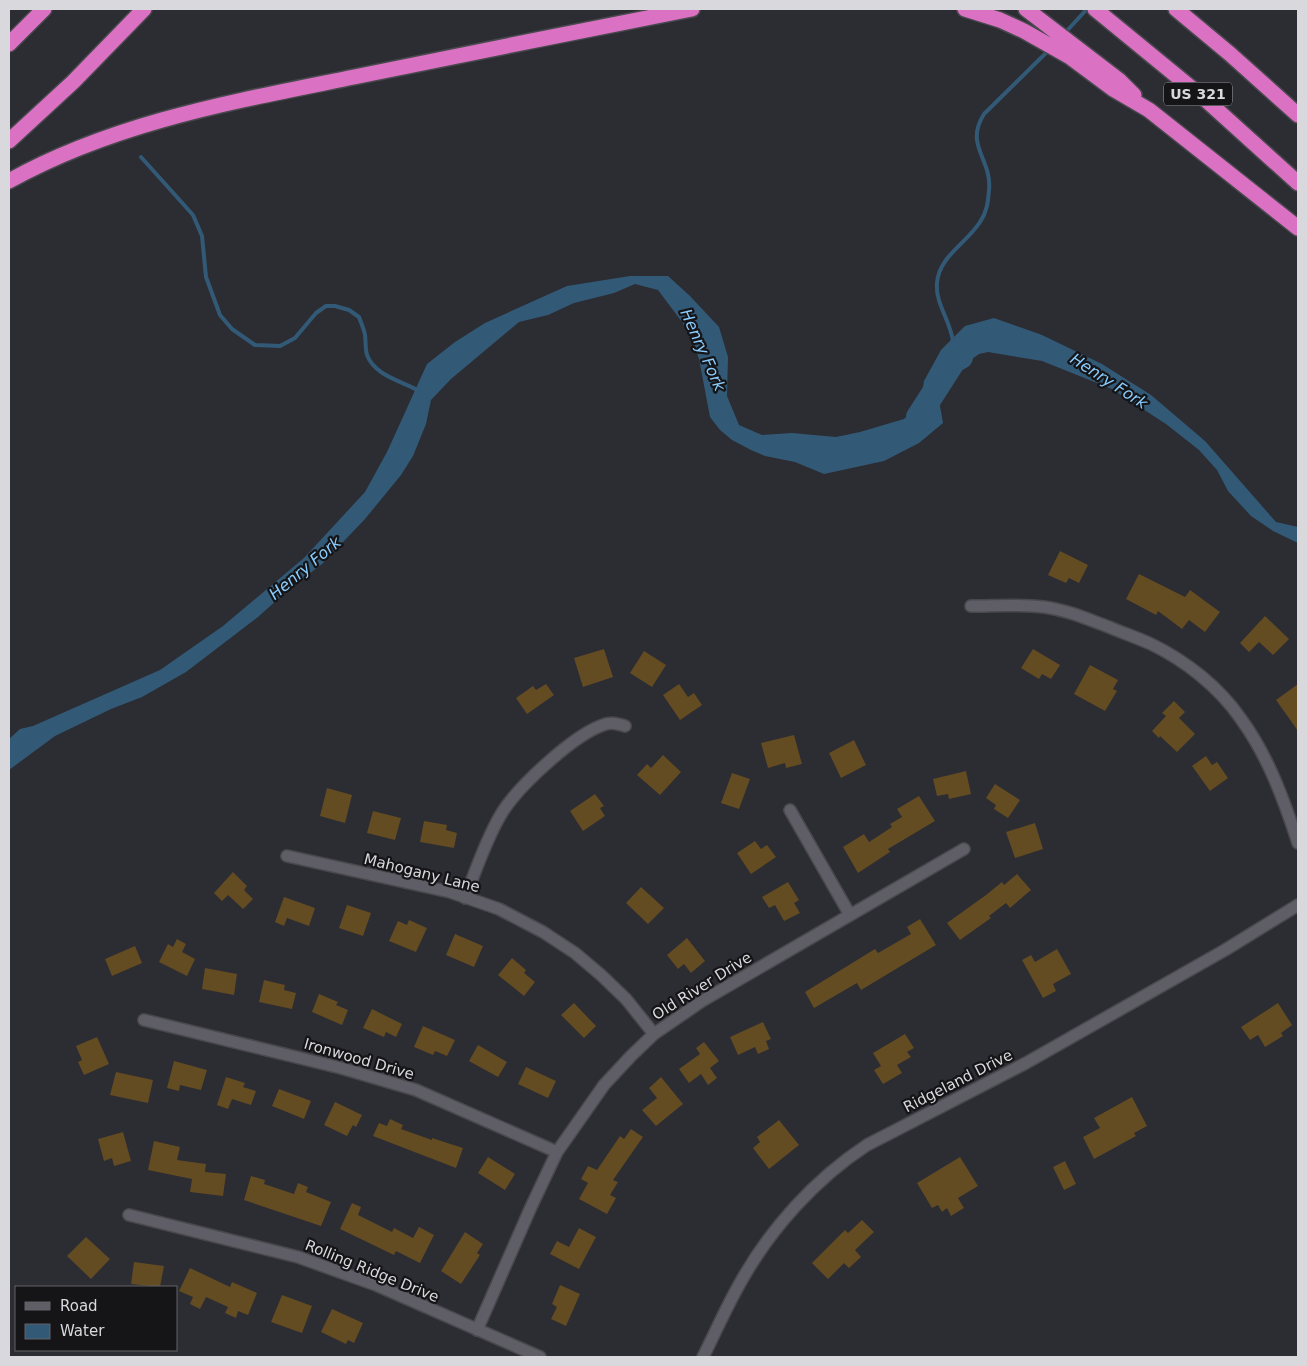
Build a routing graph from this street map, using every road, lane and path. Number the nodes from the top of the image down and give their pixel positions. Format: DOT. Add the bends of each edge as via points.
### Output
graph roads {
  1 [pos="44,9"];
  2 [pos="144,9"];
  3 [pos="692,9"];
  4 [pos="965,9"];
  5 [pos="1026,9"];
  6 [pos="1095,9"];
  7 [pos="1176,9"];
  8 [pos="9,44"];
  9 [pos="1149,110"];
  10 [pos="1298,115"];
  11 [pos="9,141"];
  12 [pos="9,181"];
  13 [pos="1298,183"];
  14 [pos="1298,228"];
  15 [pos="971,606"];
  16 [pos="625,726"];
  17 [pos="790,810"];
  18 [pos="1298,843"];
  19 [pos="964,849"];
  20 [pos="287,856"];
  21 [pos="465,898"];
  22 [pos="1298,905"];
  23 [pos="850,915"];
  24 [pos="144,1020"];
  25 [pos="654,1034"];
  26 [pos="557,1152"];
  27 [pos="129,1214"];
  28 [pos="477,1330"];
  29 [pos="540,1357"];
  30 [pos="703,1357"];
  1 -- 8 [label="highway"];
  2 -- 11 [label="highway" via="73,82"];
  3 -- 12 [label="highway" via="265,94 172,116 60,156"];
  4 -- 9 [label="highway" via="1000,20 1045,42"];
  5 -- 9 [label="highway" via="1120,81"];
  6 -- 13 [label="highway, US 321" via="1206,100"];
  7 -- 10 [label="highway, US 321"];
  9 -- 14 [label="highway"];
  15 -- 18 [label="street" via="1020,605 1072,613 1151,644 1187,665 1242,719 1278,788"];
  16 -- 21 [label="street" via="607,723 590,730 550,761 514,796 486,843"];
  17 -- 23 [label="street"];
  19 -- 23 [label="street, Old River Drive"];
  20 -- 21 [label="street, Mahogany Lane"];
  21 -- 25 [label="street, Mahogany Lane" via="499,909 575,953 626,999"];
  22 -- 30 [label="street, Ridgeland Drive" via="1026,1063 867,1145 845,1161 810,1192 768,1240 739,1284"];
  23 -- 25 [label="street, Old River Drive" via="702,1001"];
  24 -- 26 [label="street, Ironwood Drive" via="312,1060 416,1090"];
  25 -- 26 [label="street, Old River Drive" via="604,1085"];
  26 -- 28 [label="street, Old River Drive"];
  27 -- 28 [label="street, Rolling Ridge Drive" via="298,1257 376,1285"];
  28 -- 29 [label="street, Rolling Ridge Drive"];
}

Task description
Counting only lines that contain the word "River", give the number found in the data, and nothing else.

Written response
4